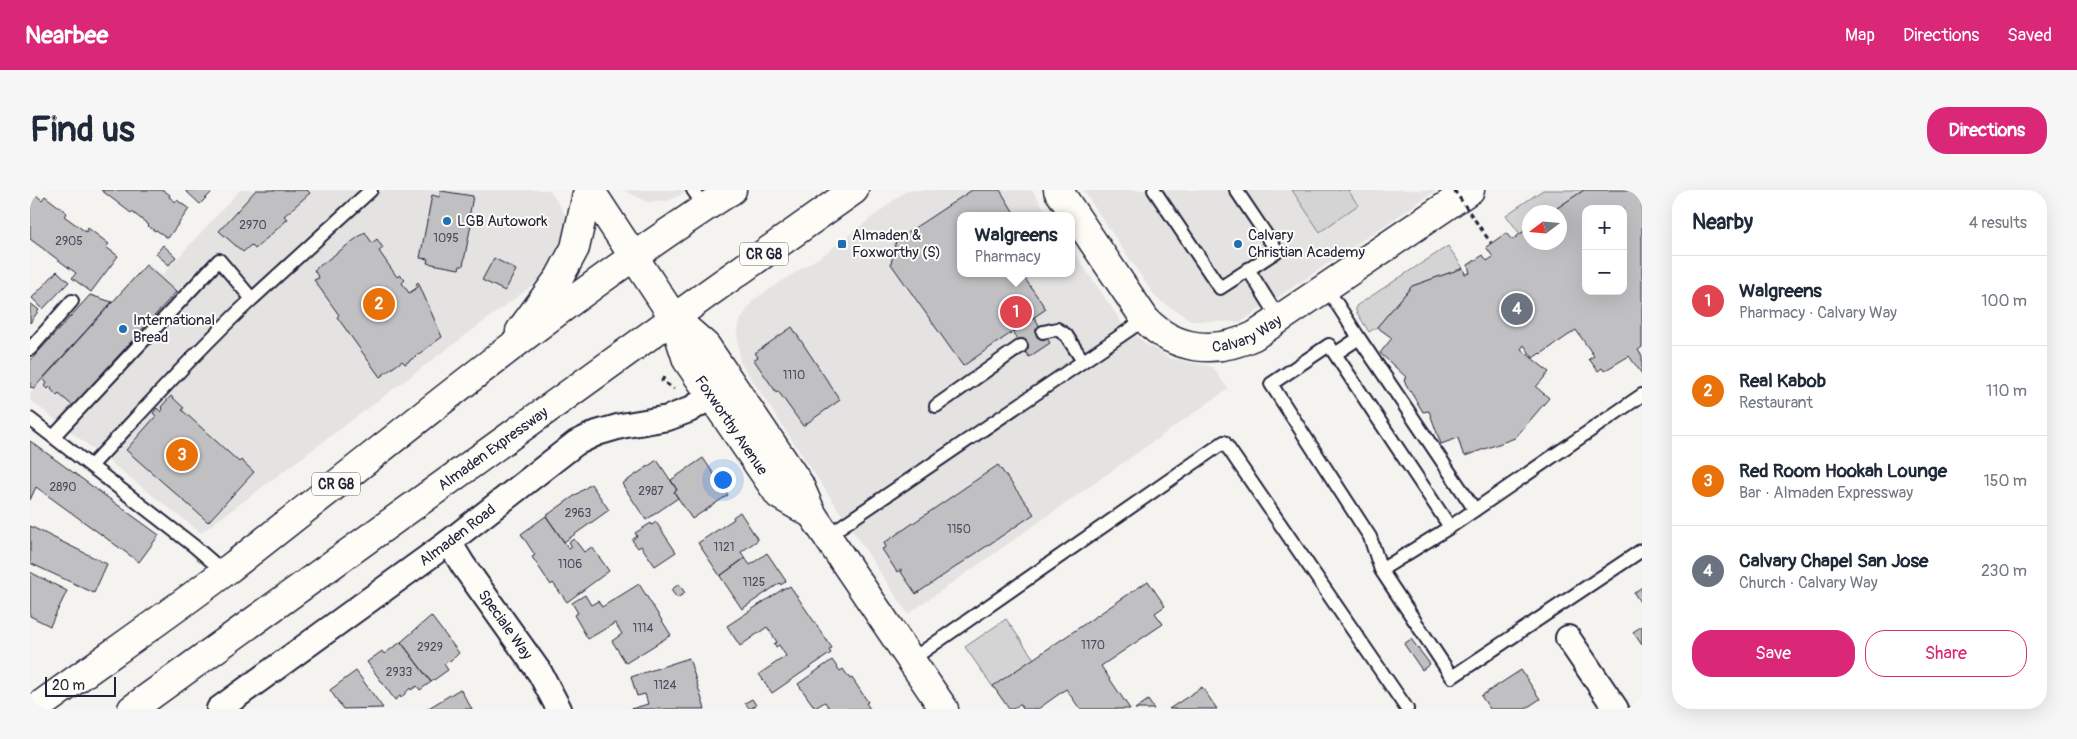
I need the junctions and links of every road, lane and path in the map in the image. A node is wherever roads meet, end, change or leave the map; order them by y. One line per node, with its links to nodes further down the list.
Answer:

--

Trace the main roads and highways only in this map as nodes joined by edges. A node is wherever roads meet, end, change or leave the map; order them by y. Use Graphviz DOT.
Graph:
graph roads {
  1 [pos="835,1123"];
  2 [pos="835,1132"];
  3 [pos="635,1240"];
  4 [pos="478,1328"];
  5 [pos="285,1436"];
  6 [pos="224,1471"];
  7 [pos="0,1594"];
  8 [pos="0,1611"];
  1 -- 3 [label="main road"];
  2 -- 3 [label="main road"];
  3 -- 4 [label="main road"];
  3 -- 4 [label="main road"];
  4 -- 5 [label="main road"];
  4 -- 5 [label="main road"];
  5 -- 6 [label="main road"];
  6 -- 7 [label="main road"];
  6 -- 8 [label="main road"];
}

---

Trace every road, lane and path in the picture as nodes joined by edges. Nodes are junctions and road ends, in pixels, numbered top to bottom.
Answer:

**WHAT IS EXPECTED:**
Using the material above, return each line in which the word "meet" occurs.

**OUTPUT:**
I need the junctions and links of every road, lane and path in the map in the image. A node is wherever roads meet, end, change or leave the map; order them by y. One line per node, with its links to nodes further down the list.
Trace the main roads and highways only in this map as nodes joined by edges. A node is wherever roads meet, end, change or leave the map; order them by y. Use Graphviz DOT.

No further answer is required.